If we denote the operator \(T: U({{\tilde{E}}}) \rightarrow U({{\tilde{E}}})\) by

$$\begin{aligned} Tv (x,y,z) := \sup _{a\in D(x)} \Big \{ \int v(x',z r(x,a)+y,z\beta ) q(dx'|x,a) \Big \}, \end{aligned}$$

then it can also be shown that \( T^n {\underline{b}} \uparrow V_\infty \) and \(T^n {\overline{b}} \downarrow V_\infty \) for \(n\rightarrow \infty .\) This implies that value iteration works here and yields numerical bounds on the value function. In Bäuerle and Rieder (2014) it has also been shown that the policy improvement converges.

If u is an exponential utility we obtain in the previous case that \(S_u^\pi \) is related to the entropic risk measure (Example 1 a)).

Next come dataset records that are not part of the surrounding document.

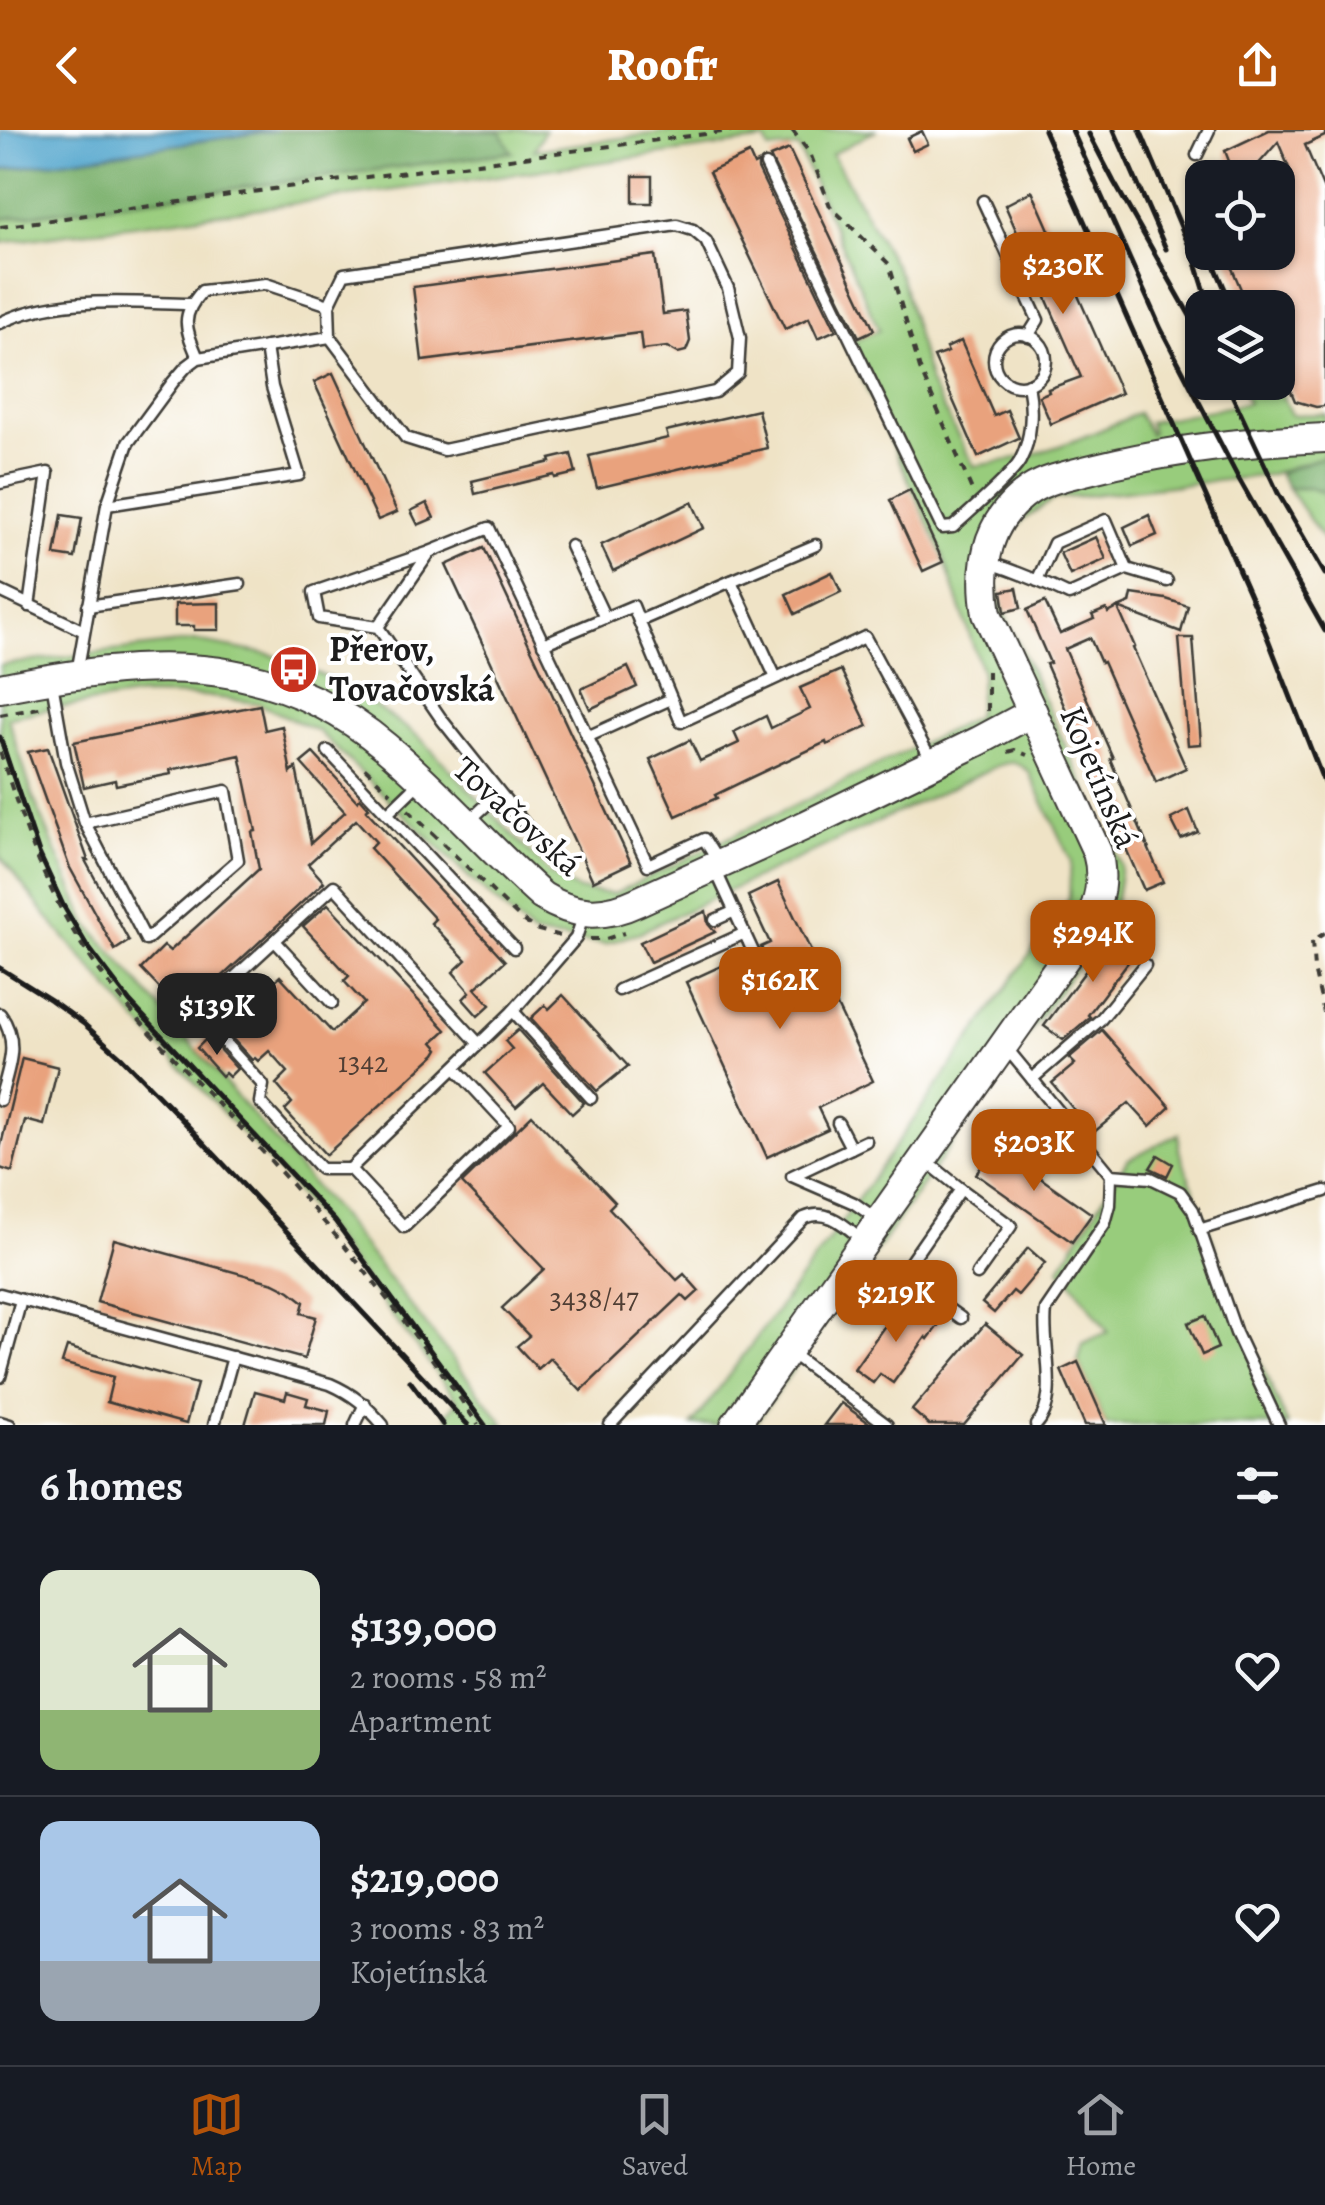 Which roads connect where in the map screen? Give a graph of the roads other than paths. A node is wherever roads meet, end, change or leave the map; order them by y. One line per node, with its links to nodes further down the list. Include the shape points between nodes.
1 (1209, 130): 2 (lane)
2 (1196, 155)
3 (766, 165): 16 (lane, via 939,524 952,528)
4 (983, 202): 8 (lane, via 1038,320)
5 (190, 304): 6 (lane, via 202,292 266,284); 7 (lane, via 102,302 24,311); 11 (lane, via 185,327)
6 (330, 305): 9 (lane); 9 (lane, via 344,274 677,225 706,241 728,288 740,338 738,374 715,392 444,450 406,438)
7 (0, 323)
8 (1028, 336): 12 (lane, via 1046,358 1042,374); 12 (lane, via 1008,337 995,358 1004,380)
9 (330, 337): 10 (lane)
10 (266, 347): 11 (lane); 15 (lane, via 299,475)
11 (198, 358): 15 (lane, via 128,443)
12 (1028, 384): 16 (lane, via 1032,406 1019,464)
13 (1325, 438): 17 (main road, Kojetínská, via 1149,456 1057,478 1030,490)
14 (0, 484): 28 (lane, via 48,474)
15 (106, 505): 29 (lane)
16 (976, 505): 17 (lane)
17 (1000, 523): 21 (main road, Kojetínská)
18 (816, 545): 23 (lane)
19 (570, 546): 30 (lane)
20 (430, 552): 32 (lane); 32 (lane, via 314,592 318,618); 34 (lane, via 489,528)
21 (984, 561): 24 (lane); 39 (main road, Kojetínská, via 987,614)
22 (1128, 569): 24 (lane, via 1069,594); 24 (lane, via 1106,520 1054,543); 25 (lane)
23 (731, 581): 31 (lane); 36 (lane)
24 (1037, 581)
25 (1167, 581)
26 (240, 584): 29 (lane)
27 (0, 591): 28 (lane)
28 (29, 606): 33 (lane)
29 (88, 606): 33 (lane)
30 (605, 618): 31 (lane, via 633,606); 34 (lane)
31 (639, 621): 38 (lane)
32 (378, 627): 44 (lane)
33 (84, 631): 35 (lane)
34 (543, 644): 40 (lane)
35 (64, 677): 37 (main road, Tovačovská); 43 (main road, Tovačovská, via 194,668 259,678 345,717); 46 (lane, via 66,762)
36 (776, 678): 38 (lane, via 681,722); 42 (lane, via 865,637)
37 (0, 688)
38 (672, 698): 40 (lane)
39 (1033, 712): 42 (main road, Tovačovská); 63 (main road, Kojetínská, via 1097,852 1101,884 1090,921)
40 (587, 737): 48 (lane, via 648,865 704,839)
41 (328, 751): 45 (lane)
42 (933, 764): 48 (main road, Tovačovská)
43 (422, 780): 45 (lane); 47 (main road, Tovačovská)
44 (499, 793): 47 (lane); 49 (lane)
45 (388, 813): 55 (lane)
46 (85, 823): 46 (lane, via 146,940 238,860 226,790)
47 (466, 825): 51 (main road, Tovačovská, via 542,896)
48 (717, 865): 50 (lane); 51 (main road, Tovačovská, via 619,910)
49 (560, 867)
50 (735, 911): 52 (lane); 53 (lane)
51 (584, 914): 60 (lane, via 576,938)
52 (715, 920)
53 (745, 933): 57 (lane); 58 (lane)
54 (275, 941): 59 (lane); 62 (lane, via 334,886); 72 (lane, via 197,1012 263,1085 260,1102 321,1169)
55 (514, 948)
56 (1144, 964): 65 (lane, via 1101,1019)
57 (767, 982)
58 (619, 990)
59 (332, 1003)
60 (513, 1012): 62 (lane); 66 (lane)
61 (0, 1014): 67 (lane, via 12,1032 12,1055)
62 (480, 1044): 64 (lane)
63 (1004, 1044): 65 (lane); 71 (main road, Kojetínská)
64 (455, 1068): 72 (lane); 72 (lane, via 510,1126 404,1227)
65 (1032, 1079): 73 (lane)
66 (590, 1098)
67 (0, 1100)
68 (838, 1123): 70 (lane)
69 (866, 1141): 70 (lane)
70 (852, 1148): 77 (lane, via 792,1176 854,1202)
71 (922, 1158): 74 (lane); 77 (main road, Kojetínská)
72 (350, 1169)
73 (1112, 1174): 76 (lane, via 1152,1178 1180,1192); 96 (lane, via 1105,1223 1046,1310 1050,1393)
74 (961, 1188): 78 (lane, via 1011,1226); 79 (lane)
75 (1325, 1192): 76 (lane)
76 (1199, 1230): 97 (lane)
77 (872, 1231): 84 (main road, Kojetínská); 94 (lane, via 830,1216 804,1218)
78 (977, 1274)
79 (901, 1276): 82 (lane); 83 (lane)
80 (0, 1294): 81 (lane)
81 (21, 1300): 85 (lane); 86 (lane)
82 (877, 1310)
83 (961, 1318)
84 (788, 1351): 89 (main road, Kojetínská); 95 (lane)
85 (233, 1357): 87 (lane, via 330,1384); 91 (lane)
86 (0, 1378)
87 (365, 1404): 92 (lane); 93 (lane)
88 (0, 1422): 90 (lane)
89 (740, 1422)
90 (10, 1425)
91 (214, 1425)
92 (355, 1425)
93 (383, 1425)
94 (610, 1425)
95 (887, 1425)
96 (1036, 1425)
97 (1279, 1425)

Here we can drop the component y and obtain \(J_\infty (x)=V_\infty (x,1)\) where \(V_\infty (x,z)=\sup _{\pi \in \Pi } S_u^\pi (z R_\beta ^\infty )\) satisfies in this case

$$\begin{aligned} V_\infty (x,z)= \sup _{a\in D(x)} \Big \{ z r(x,a) - \frac{1}{\gamma }\ln \int \exp (-\gamma V_\infty (x',z\beta )) q(dx'|x,a) \Big \}. \end{aligned}$$

Note here the difference to the optimality equation given in (10) where we use the nested application of the entropic risk measure. In case \(\beta =1\) the value function \(V_\infty \) does not depend on z and both equations coincide.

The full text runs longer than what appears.